Yesterday, the Medicare Payment Advisory Commission released its March 2026 Report to the Congress. MedPAC concluded, “Medicare will spend 14 percent — a projected $76 billion — more for [Medicare Advantage] enrollees in 2026 than it would spend if those beneficiaries were enrolled in [traditional] Medicare.” 

Why? As former administrator Tom Scully infamously quipped, Medicare is “a big, dumb price fixer.” Simply put, Medicare uses a formula to determine the prices it will pay private plans, and that formula sets those prices too high. Those “pricing errors” have persisted for decades. (See figure.)

Higher Medicare Advantage payments relative to what estimated spending would have been in traditional Medicare, since 2015

On Tuesday, Congress’s Joint Economic Committee reminded us that excessive spending in Medicare Advantage indirectly increases premiums for enrollees in traditional Medicare. Thanks to those excessive government-set prices, JEC writes, “in 2025, Part B premiums were, on average, about $212 higher per enrollee.”

The net effect is that subsidies go down for relatively sick traditional Medicare enrollees and go up for relatively healthy Medicare Advantage enrollees. (Since Medicare enrollment is voluntary, an increase in premiums merely reduces the enrollee’s net subsidy.) Once again, government price-setting benefits the healthy over the sick.

Congress could avoid both problems by simply giving Medicare enrollees the cash.
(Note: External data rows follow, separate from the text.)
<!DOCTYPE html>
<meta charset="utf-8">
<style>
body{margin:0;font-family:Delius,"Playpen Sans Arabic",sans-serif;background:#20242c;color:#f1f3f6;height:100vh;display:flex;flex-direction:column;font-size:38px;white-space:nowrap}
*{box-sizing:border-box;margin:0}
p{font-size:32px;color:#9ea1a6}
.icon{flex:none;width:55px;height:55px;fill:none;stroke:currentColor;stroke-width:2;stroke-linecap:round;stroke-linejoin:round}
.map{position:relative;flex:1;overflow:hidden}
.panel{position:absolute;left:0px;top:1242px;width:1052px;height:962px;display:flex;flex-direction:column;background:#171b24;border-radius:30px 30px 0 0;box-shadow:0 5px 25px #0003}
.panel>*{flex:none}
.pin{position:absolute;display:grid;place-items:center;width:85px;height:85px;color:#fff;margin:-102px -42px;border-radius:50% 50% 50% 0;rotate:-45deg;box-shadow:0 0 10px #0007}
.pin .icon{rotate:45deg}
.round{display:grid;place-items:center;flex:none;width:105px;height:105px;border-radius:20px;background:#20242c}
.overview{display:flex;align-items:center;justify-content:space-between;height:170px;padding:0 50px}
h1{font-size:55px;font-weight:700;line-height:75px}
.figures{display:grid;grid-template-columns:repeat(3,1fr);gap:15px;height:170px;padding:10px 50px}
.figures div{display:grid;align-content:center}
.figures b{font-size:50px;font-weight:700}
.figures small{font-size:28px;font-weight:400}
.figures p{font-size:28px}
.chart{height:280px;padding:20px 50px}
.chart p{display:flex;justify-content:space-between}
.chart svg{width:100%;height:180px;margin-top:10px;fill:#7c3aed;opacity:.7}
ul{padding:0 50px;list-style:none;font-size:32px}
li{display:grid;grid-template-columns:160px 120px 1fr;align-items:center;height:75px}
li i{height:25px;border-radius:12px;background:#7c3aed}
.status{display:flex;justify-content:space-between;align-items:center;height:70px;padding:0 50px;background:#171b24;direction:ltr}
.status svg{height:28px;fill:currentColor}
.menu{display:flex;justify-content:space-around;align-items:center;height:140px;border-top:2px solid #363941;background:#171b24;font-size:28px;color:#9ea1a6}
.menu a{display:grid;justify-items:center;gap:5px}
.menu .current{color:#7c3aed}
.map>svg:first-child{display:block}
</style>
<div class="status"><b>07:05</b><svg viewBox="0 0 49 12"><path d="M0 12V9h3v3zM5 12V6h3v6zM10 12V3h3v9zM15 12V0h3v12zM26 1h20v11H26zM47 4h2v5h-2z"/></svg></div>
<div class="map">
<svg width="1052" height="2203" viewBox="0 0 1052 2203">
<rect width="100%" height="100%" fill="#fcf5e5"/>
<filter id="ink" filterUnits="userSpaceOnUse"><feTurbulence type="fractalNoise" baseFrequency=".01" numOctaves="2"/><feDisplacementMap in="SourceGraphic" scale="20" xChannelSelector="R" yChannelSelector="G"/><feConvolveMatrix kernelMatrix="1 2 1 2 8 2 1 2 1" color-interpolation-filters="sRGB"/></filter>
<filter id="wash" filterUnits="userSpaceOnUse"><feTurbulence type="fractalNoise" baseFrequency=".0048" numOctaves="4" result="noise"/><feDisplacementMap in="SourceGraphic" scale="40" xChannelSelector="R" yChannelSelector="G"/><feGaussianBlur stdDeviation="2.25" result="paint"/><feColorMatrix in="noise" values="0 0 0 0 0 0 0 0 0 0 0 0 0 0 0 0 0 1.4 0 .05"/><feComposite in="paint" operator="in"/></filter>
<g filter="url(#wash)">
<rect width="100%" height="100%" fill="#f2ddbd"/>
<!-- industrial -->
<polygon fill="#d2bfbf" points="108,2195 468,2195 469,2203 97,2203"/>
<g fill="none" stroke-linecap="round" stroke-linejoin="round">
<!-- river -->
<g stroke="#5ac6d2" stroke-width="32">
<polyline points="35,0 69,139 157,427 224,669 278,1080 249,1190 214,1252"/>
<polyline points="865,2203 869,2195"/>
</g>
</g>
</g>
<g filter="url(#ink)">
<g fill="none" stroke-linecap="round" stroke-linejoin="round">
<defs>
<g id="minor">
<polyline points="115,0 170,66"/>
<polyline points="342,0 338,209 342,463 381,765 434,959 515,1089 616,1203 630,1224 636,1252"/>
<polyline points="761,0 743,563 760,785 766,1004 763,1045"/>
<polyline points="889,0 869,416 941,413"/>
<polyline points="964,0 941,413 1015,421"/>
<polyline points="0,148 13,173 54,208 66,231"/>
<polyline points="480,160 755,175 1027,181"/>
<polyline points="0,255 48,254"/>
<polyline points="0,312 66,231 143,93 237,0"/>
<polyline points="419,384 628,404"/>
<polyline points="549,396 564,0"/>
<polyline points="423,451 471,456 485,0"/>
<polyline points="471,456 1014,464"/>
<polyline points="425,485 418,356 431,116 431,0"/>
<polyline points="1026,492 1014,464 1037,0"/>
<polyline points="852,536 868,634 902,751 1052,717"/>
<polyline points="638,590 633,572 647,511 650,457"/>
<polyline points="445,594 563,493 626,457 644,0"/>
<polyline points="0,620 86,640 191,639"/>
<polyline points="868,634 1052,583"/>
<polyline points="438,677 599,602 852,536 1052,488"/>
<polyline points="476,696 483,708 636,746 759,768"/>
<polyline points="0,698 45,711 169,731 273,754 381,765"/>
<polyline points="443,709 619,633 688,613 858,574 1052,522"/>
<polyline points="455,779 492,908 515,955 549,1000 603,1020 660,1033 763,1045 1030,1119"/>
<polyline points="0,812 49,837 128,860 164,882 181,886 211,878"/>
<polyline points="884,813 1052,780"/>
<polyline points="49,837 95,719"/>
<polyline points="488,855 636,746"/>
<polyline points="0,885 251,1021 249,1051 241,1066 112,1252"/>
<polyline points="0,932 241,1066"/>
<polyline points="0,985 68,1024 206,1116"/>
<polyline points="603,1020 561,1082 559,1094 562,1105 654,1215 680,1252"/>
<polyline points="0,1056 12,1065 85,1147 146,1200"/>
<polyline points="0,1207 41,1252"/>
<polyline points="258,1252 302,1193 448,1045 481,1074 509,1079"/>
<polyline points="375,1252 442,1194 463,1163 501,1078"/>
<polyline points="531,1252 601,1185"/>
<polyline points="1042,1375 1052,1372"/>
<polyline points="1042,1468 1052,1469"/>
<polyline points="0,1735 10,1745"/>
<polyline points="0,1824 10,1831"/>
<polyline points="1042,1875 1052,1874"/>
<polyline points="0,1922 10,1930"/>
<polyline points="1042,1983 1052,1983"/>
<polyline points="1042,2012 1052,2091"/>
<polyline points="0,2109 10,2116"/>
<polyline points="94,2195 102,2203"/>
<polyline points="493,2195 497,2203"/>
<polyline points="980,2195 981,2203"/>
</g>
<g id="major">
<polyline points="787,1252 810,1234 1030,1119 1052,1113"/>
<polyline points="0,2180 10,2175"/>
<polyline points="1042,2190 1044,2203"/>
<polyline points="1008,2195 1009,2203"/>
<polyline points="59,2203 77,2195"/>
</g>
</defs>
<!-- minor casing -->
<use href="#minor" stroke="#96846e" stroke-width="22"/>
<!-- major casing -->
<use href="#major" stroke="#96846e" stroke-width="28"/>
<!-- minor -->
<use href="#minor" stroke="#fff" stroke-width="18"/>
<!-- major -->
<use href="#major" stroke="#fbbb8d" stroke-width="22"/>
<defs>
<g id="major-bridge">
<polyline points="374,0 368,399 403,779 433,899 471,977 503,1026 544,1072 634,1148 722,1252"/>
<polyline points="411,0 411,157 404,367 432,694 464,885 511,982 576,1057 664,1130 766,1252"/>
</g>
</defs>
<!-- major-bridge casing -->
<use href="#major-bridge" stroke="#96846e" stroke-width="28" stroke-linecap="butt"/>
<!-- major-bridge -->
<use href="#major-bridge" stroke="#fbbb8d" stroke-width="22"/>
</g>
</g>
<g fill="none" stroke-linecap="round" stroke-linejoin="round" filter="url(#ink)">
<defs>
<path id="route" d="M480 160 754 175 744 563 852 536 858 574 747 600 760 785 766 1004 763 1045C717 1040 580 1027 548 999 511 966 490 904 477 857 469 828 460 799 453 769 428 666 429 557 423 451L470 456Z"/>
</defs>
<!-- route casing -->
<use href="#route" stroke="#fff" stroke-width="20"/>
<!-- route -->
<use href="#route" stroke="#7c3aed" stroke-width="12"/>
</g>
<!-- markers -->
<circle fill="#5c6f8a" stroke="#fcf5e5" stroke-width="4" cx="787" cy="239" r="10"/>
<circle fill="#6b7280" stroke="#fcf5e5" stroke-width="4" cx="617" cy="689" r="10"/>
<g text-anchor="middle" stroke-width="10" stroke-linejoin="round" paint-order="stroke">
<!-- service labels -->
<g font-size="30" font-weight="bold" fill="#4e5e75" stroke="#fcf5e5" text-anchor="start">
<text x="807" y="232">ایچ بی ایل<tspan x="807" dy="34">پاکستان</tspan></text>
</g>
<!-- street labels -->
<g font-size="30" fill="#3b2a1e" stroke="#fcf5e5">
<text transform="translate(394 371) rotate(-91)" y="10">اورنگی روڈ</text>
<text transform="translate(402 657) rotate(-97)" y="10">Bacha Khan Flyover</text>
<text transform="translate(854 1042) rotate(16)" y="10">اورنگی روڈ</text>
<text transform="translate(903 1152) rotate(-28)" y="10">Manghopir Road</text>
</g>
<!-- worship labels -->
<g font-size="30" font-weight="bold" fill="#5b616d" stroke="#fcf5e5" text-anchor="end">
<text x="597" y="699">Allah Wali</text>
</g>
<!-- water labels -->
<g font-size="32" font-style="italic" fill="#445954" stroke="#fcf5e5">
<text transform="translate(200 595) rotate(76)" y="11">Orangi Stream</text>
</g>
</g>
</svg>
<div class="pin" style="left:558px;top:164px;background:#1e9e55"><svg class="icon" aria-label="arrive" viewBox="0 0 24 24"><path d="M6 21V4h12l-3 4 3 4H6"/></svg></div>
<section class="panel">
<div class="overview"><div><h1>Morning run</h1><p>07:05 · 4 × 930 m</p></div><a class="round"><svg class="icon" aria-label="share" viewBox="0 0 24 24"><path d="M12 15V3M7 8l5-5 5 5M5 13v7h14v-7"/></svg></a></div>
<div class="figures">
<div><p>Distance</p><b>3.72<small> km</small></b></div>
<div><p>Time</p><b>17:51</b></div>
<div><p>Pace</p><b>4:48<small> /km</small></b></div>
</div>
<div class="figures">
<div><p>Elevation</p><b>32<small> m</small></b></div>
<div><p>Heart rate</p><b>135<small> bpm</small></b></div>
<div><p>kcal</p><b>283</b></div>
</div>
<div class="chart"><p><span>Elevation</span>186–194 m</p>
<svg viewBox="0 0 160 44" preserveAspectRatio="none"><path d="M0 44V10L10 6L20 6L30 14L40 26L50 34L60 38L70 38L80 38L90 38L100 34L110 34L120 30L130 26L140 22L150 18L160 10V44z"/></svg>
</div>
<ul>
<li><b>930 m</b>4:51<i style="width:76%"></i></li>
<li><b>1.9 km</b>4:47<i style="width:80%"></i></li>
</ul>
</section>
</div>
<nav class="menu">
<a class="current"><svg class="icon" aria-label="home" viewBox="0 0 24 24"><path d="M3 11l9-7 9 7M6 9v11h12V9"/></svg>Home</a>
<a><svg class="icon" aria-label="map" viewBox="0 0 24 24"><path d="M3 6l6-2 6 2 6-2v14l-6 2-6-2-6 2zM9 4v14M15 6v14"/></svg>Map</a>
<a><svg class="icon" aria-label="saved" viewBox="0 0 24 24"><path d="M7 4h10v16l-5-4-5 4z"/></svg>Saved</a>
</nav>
Medicare should calculate a per-enrollee payment just like Medicare Advantage does now. But then—as President Trump has endorsed—it should give the money to the enrollee rather than an insurer. That process would automatically calculate and produce larger “Medicare checks” for sicker enrollees than healthy enrollees. Congress could also adjust “Medicare checks” so that lower-income enrollees get bigger checks. Since the government would no longer be setting prices, there would be no more government pricing errors (or insurers gaming the system). Price sensitivity and competition would put downward pressure on prices for medical care, just as they do for things that enrollees now purchase with their Social Security checks.
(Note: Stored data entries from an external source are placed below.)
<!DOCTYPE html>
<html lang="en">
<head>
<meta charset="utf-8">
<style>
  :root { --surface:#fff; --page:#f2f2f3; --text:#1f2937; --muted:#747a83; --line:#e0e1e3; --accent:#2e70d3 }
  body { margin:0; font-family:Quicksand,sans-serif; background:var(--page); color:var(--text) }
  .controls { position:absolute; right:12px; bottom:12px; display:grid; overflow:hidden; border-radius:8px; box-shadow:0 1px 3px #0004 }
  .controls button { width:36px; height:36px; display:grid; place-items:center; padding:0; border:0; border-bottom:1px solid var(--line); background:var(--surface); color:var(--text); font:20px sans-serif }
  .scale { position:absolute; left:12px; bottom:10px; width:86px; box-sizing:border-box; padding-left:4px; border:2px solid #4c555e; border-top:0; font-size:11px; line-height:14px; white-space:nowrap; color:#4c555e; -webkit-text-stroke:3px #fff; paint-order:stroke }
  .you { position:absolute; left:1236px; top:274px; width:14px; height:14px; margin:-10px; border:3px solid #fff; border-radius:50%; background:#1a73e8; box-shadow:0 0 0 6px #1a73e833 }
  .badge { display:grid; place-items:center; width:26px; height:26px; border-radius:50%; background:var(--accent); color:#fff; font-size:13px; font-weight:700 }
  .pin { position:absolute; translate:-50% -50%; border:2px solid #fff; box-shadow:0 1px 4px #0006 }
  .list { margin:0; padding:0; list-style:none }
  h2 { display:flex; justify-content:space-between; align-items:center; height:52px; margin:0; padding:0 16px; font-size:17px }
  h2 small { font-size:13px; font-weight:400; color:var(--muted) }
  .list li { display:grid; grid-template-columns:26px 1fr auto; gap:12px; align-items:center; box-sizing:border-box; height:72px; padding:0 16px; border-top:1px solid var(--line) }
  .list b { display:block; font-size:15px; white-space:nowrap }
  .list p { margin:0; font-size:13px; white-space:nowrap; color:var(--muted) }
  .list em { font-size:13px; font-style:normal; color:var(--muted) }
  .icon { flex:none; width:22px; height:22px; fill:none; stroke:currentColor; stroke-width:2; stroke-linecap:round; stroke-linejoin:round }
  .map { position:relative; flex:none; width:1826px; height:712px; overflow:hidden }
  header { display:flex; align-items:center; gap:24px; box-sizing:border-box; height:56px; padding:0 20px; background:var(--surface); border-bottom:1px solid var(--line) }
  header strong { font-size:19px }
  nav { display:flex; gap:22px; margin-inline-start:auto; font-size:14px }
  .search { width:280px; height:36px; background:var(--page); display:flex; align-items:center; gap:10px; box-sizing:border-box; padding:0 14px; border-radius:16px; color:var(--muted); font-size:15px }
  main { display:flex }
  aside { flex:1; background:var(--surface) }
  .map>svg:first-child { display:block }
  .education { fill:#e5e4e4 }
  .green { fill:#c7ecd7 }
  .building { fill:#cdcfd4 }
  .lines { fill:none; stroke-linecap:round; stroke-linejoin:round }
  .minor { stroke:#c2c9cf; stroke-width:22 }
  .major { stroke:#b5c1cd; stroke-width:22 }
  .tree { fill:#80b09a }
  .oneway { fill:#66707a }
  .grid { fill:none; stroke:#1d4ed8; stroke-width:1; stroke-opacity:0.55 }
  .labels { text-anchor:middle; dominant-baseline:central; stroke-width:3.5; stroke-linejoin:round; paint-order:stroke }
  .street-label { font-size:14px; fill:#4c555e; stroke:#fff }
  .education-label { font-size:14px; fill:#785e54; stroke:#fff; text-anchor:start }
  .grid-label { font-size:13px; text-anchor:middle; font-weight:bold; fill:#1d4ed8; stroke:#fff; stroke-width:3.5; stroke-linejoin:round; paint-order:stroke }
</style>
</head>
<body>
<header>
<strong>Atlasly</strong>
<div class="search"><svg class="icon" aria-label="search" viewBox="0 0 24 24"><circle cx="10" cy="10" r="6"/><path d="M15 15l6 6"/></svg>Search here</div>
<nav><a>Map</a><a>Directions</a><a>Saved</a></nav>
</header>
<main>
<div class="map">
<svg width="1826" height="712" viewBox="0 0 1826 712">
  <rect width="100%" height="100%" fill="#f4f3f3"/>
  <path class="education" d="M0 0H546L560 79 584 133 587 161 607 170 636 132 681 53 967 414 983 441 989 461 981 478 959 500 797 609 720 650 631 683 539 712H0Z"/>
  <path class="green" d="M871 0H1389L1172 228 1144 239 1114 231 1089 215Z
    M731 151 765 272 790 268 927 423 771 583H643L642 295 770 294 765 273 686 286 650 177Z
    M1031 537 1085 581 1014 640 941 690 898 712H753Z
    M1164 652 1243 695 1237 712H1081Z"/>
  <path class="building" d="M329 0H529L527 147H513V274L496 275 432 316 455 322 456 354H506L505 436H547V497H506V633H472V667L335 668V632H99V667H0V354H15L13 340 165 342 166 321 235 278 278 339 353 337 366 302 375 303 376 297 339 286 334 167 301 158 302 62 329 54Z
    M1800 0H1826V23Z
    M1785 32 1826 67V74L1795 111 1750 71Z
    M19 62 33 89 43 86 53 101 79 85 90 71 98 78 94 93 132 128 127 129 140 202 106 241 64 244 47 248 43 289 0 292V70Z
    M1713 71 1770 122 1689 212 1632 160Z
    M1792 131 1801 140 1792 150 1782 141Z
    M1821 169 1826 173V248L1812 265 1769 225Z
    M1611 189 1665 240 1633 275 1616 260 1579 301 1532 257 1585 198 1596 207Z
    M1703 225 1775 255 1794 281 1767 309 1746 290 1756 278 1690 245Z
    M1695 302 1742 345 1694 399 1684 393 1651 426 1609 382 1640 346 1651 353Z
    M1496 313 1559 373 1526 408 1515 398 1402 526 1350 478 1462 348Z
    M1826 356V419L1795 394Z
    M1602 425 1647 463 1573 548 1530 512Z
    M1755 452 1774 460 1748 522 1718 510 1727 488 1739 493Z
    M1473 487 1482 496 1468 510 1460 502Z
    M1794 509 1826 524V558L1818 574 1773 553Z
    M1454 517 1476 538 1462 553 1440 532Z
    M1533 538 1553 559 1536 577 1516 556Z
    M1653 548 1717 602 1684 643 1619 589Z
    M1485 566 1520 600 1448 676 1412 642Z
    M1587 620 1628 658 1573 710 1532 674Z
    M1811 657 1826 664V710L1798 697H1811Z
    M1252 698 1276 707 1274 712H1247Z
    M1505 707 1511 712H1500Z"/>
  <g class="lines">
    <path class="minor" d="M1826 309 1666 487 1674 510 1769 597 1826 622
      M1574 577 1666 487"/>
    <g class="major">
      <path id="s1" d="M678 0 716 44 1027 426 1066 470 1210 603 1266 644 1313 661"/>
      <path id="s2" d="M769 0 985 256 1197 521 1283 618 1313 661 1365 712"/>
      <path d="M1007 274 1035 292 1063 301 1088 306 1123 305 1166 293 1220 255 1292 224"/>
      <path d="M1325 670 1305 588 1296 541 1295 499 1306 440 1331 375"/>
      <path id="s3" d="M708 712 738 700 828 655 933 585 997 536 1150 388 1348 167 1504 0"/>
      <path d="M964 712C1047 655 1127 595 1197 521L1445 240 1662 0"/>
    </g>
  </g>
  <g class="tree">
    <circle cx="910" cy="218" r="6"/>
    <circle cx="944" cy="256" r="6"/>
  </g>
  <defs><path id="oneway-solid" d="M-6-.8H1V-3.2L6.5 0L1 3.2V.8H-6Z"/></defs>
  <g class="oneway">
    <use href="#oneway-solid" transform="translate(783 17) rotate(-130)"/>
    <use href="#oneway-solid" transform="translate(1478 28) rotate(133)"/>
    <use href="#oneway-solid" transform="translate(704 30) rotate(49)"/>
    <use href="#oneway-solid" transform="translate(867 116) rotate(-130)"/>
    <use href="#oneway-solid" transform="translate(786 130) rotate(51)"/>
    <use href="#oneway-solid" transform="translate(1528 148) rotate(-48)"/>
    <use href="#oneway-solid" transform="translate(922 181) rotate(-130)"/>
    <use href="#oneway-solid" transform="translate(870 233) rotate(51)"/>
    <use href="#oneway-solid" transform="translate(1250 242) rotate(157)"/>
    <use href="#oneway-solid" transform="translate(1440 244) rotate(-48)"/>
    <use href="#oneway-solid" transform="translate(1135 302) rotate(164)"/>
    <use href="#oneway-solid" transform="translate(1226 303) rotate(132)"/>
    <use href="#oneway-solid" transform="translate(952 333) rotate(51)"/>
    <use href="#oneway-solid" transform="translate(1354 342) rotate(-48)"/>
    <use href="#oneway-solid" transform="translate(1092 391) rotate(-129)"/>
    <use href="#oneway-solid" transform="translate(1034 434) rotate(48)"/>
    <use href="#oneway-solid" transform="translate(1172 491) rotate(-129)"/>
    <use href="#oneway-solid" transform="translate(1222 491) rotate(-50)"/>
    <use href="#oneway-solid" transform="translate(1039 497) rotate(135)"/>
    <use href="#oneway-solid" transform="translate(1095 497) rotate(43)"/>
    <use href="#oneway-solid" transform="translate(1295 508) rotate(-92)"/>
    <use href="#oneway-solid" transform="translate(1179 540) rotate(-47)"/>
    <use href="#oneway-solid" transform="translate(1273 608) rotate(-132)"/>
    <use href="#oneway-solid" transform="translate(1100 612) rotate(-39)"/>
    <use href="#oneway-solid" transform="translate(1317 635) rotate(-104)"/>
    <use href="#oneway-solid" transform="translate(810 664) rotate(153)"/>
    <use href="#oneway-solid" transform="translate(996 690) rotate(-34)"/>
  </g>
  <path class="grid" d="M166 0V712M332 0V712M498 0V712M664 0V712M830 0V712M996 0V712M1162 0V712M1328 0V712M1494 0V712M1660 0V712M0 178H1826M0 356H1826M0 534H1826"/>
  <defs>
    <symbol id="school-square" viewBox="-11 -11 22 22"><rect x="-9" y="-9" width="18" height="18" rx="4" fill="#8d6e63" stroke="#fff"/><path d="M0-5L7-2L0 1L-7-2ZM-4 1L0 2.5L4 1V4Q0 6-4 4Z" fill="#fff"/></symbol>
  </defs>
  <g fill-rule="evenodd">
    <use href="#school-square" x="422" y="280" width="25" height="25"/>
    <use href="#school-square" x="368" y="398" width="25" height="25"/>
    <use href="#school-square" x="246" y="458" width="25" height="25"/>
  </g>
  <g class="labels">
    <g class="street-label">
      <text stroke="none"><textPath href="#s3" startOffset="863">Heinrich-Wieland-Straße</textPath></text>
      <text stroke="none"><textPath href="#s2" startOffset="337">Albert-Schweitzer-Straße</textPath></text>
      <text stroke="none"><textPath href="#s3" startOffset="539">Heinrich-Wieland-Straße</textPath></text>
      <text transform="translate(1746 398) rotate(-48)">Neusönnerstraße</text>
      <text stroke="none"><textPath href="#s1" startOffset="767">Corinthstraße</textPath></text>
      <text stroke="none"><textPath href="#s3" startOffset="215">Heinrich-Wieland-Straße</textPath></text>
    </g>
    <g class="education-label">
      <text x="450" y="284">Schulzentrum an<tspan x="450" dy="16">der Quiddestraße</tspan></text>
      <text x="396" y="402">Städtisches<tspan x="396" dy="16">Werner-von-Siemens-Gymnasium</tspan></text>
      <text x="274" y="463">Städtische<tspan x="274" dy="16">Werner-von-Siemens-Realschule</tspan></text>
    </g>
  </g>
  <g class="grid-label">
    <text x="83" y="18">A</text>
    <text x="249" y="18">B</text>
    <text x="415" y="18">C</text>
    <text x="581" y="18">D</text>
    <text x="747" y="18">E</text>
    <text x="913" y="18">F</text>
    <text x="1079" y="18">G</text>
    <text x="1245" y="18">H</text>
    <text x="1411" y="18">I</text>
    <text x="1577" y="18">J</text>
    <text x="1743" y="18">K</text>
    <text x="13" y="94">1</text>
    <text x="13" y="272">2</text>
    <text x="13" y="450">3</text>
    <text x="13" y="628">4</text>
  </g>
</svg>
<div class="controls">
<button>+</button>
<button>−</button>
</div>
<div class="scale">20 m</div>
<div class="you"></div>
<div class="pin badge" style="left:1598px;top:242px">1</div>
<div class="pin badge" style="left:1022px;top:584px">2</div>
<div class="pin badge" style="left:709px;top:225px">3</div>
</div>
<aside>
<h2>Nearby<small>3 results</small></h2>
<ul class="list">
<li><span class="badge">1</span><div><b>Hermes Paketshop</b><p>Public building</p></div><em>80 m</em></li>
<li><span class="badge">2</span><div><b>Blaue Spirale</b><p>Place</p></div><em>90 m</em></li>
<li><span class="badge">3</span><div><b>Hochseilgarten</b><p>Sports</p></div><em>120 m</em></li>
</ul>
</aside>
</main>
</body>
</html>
Finally, today KFF reports that at the end of 2025, insurers terminated the Medicare Advantage plans of 2.6 million enrollees (suggesting the government’s prices were maybe slightly less excessive in 2026 than in 2025). While 98.9 percent of that group could still choose from an average of 25 other Medicare Advantage plans, nearly 30,000 enrollees ended up with no Medicare Advantage plan options. Their only option was traditional Medicare.

“Medicare checks” would also solve this problem. Flexibility in plan design would give enrollees a broader range of plan options than Medicare (Advantage) does. Flexibility in pricing and plan design would allow insurers to offer more durable, long-term health plans, where enrollees and insurers are not subject to the whims and errors of government price-setting. Turning Medicare into a cash-transfer program would help contain spending, improve health care quality, expand choice, and give enrollees more secure, long-term insurance protection.